C'est l'accord que tout Israël attendait : la libération d'une partie des otages capturés par le Hamas le 7 octobre. Treize otages israéliens ont été libérés et pris en charge par la Croix-Rouge, vendredi 24 novembre, selon une déclaration du porte-parole du CICR, Frédéric Joli, sur franceinfo. Au total, la Croix-Rouge a annoncé "la libération en toute sécurité de 24 otages". Parmi eux se trouvent dix otages thaïlandais et un otage philippin, selon le ministère des Affaires étrangères du Qatar. En échange des 24 otages, Israël a libéré 39 femmes et enfants détenus dans ses prisons, selon le ministère qatari des Affaires étrangères.

Deux jours plus tôt, les médias du monde entier annonçaient la conclusion de l'accord : 50 otages israéliens contre 150 détenus palestiniens en Israël dans les deux cas des femmes et des mineurs avec une pause de quatre jours dans les combats à Gaza. 

Pour avoir été en poste à Jérusalem pendant quatre ans jusqu'à l'été dernier, je sais bien qu'au Proche-Orient, encore plus qu'ailleurs, on ne croit que ce que l'on voit. C’est le cas une nouvelle fois : l'accord censé entrer en application le jeudi est effectif le lendemain vendredi 24 novembre à 6 heures (heure de Paris) avec la suspension des combats sur l’enclave palestinienne. Neuf heures plus tard, le processus de libération de 13 otages israéliens débute.
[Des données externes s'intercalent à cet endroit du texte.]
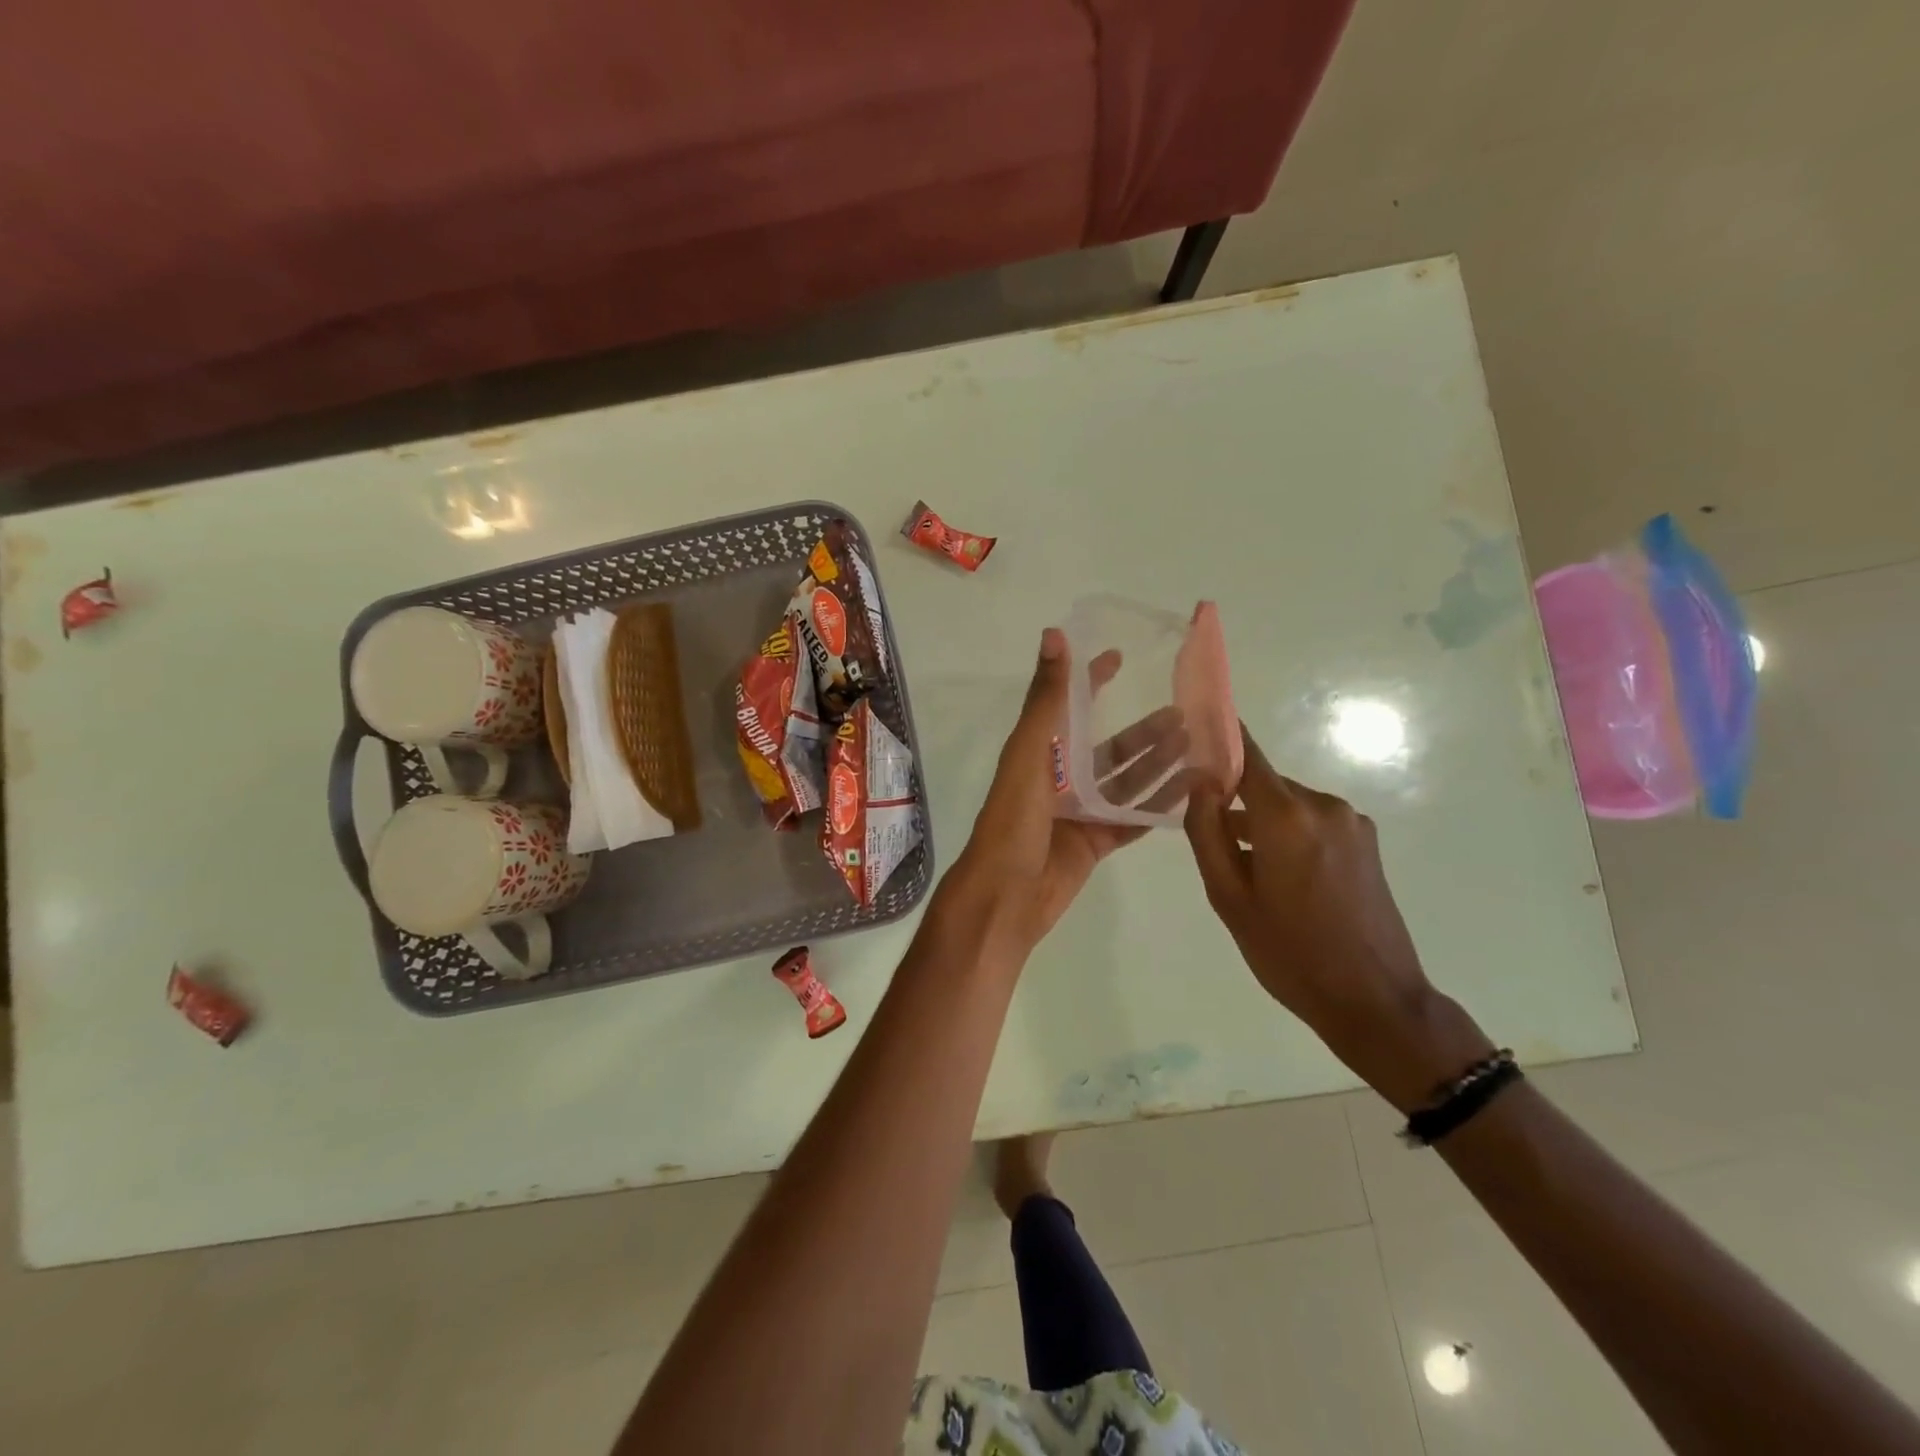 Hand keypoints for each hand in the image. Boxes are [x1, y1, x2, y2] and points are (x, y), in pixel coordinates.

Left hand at [947, 629, 1174, 958]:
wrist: (1007, 894)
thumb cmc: (1014, 819)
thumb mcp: (1029, 752)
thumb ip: (1046, 698)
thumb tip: (1054, 634)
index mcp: (1040, 753)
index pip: (1069, 707)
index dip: (1091, 680)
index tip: (1121, 656)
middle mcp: (1060, 779)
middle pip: (1110, 749)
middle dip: (1144, 731)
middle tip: (1186, 713)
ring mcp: (1079, 813)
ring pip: (1126, 782)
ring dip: (1158, 764)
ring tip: (1196, 746)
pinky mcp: (1094, 843)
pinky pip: (1132, 819)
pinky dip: (1159, 807)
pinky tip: (1191, 793)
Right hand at [1183, 728, 1492, 1108]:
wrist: (1374, 999)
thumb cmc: (1288, 951)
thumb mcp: (1228, 896)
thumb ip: (1206, 831)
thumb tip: (1196, 780)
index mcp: (1287, 815)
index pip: (1247, 753)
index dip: (1218, 739)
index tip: (1191, 736)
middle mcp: (1323, 805)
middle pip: (1265, 784)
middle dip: (1235, 800)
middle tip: (1210, 840)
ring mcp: (1352, 822)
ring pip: (1288, 805)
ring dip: (1263, 823)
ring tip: (1247, 872)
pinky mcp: (1367, 842)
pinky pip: (1312, 822)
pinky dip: (1289, 835)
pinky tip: (1282, 878)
Ils sortent par l'Egypte puis sont transférés par hélicoptère dans six hôpitaux israéliens.

Des familles en plein doute jusqu'au bout

Comme dans la série Hatoufim qui raconte le retour au pays de deux soldats captifs, Israël est resté suspendu pendant des jours... Les familles sont déchirées nous racontent Benjamin Thuau et Valentin Dunate. Yaelle, cousine d'Hadas Caldéron dont les enfants Erez et Sahar (12 et 16 ans) sont otages est broyée par cette attente : "Pour l'instant on n'y croit pas tant qu'ils ne sont pas revenus, on ne veut pas y croire."

"Depuis le début de la semaine, c'est comme des montagnes russes, un coup c'est oui, un coup c'est non. Donc on verra bien si des otages seront vraiment libérés."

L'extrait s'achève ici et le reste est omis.